● Exercise aim
The entries that follow need to be returned without any alteration.

● Data in this exercise

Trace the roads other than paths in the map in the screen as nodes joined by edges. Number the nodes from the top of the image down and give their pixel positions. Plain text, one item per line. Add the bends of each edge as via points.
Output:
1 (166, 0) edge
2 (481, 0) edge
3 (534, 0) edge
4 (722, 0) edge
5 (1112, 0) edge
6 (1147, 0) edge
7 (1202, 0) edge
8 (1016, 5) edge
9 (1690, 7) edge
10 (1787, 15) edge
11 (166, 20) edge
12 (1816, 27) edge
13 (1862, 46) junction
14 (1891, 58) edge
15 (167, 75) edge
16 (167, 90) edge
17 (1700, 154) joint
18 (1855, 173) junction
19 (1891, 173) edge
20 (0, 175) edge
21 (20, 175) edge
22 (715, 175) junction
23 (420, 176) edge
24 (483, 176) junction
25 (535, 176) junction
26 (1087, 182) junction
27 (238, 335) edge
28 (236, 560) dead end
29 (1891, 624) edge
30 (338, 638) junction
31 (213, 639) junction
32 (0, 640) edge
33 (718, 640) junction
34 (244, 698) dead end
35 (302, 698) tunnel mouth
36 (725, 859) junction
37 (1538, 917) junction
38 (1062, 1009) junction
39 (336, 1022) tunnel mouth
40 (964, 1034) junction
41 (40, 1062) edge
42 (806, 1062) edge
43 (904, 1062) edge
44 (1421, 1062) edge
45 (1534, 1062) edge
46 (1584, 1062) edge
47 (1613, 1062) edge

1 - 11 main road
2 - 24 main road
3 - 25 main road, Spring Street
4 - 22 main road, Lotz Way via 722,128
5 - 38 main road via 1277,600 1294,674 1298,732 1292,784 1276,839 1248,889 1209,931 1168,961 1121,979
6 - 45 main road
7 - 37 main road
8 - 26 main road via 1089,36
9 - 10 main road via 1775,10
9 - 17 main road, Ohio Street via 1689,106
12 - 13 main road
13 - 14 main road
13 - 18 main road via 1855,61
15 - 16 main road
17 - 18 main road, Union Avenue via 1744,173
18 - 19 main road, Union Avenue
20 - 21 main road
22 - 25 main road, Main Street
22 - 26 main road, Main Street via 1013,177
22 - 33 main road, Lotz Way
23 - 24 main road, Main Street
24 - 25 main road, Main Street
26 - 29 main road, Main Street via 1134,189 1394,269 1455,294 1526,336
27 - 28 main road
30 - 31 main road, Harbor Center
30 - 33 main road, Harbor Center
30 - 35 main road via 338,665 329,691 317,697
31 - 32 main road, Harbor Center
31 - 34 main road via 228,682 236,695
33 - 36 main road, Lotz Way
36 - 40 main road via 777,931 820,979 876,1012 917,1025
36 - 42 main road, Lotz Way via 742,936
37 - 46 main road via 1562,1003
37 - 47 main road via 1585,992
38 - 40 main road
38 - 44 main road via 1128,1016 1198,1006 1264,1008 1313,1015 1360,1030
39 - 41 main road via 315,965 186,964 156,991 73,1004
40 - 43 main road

● Task response
Trace the roads other than paths in the map in the screen as nodes joined by edges. Number the nodes from the top of the image down and give their pixel positions. Plain text, one item per line. Add the bends of each edge as via points.
Output:
1 (166, 0) edge
2 (481, 0) edge
3 (534, 0) edge
4 (722, 0) edge
5 (1112, 0) edge
6 (1147, 0) edge
7 (1202, 0) edge
8 (1016, 5) edge
9 (1690, 7) edge
10 (1787, 15) edge
11 (166, 20) edge
12 (1816, 27) edge
13 (1862, 46) junction
14 (1891, 58) edge
15 (167, 75) edge
16 (167, 90) edge
17 (1700, 154) joint
18 (1855, 173) junction
19 (1891, 173) edge
20 (0, 175) edge
21 (20, 175) edge
22 (715, 175) junction
23 (420, 176) edge
24 (483, 176) junction
25 (535, 176) junction
26 (1087, 182) junction
27 (238, 335) edge
28 (236, 560) dead end
29 (1891, 624) edge
30 (338, 638) junction
31 (213, 639) junction
32 (0, 640) edge
33 (718, 640) junction
34 (244, 698) dead end
35 (302, 698) tunnel mouth
36 (725, 859) junction
37 (1538, 917) junction
38 (1062, 1009) junction
39 (336, 1022) tunnel mouth
40 (964, 1034) junction
41 (40, 1062) edge
42 (806, 1062) edge
43 (904, 1062) edge
44 (1421, 1062) edge
45 (1534, 1062) edge
46 (1584, 1062) edge
47 (1613, 1062) edge

1 - 11 main road
2 - 24 main road
3 - 25 main road, Spring Street
4 - 22 main road, Lotz Way via 722,128
5 - 38 main road via 1277,600 1294,674 1298,732 1292,784 1276,839 1248,889 1209,931 1168,961 1121,979
6 - 45 main road
7 - 37 main road
8 - 26 main road via 1089,36
9 - 10 main road via 1775,10
9 - 17 main road, Ohio Street via 1689,106
12 - 13 main road
13 - 14 main road
13 - 18 main road via 1855,61
15 - 16 main road
17 - 18 main road, Union Avenue via 1744,173
18 - 19 main road, Union Avenue
20 - 21 main road
22 - 25 main road, Main Street
22 - 26 main road, Main Street via 1013,177
22 - 33 main road, Lotz Way
23 - 24 main road, Main Street
24 - 25 main road, Main Street
26 - 29 main road, Main Street via 1134,189 1394,269 1455,294 1526,336
27 - 28 main road
30 - 31 main road, Harbor Center
30 - 33 main road, Harbor Center
30 - 35 main road via 338,665 329,691 317,697
31 - 32 main road, Harbor Center
31 - 34 main road via 228,682 236,695
33 - 36 main road, Lotz Way
36 - 40 main road via 777,931 820,979 876,1012 917,1025
36 - 42 main road, Lotz Way via 742,936
37 - 46 main road via 1562,1003
37 - 47 main road via 1585,992
38 - 40 main road
38 - 44 main road via 1128,1016 1198,1006 1264,1008 1313,1015 1360,1030
39 - 41 main road via 315,965 186,964 156,991 73,1004
40 - 43 main road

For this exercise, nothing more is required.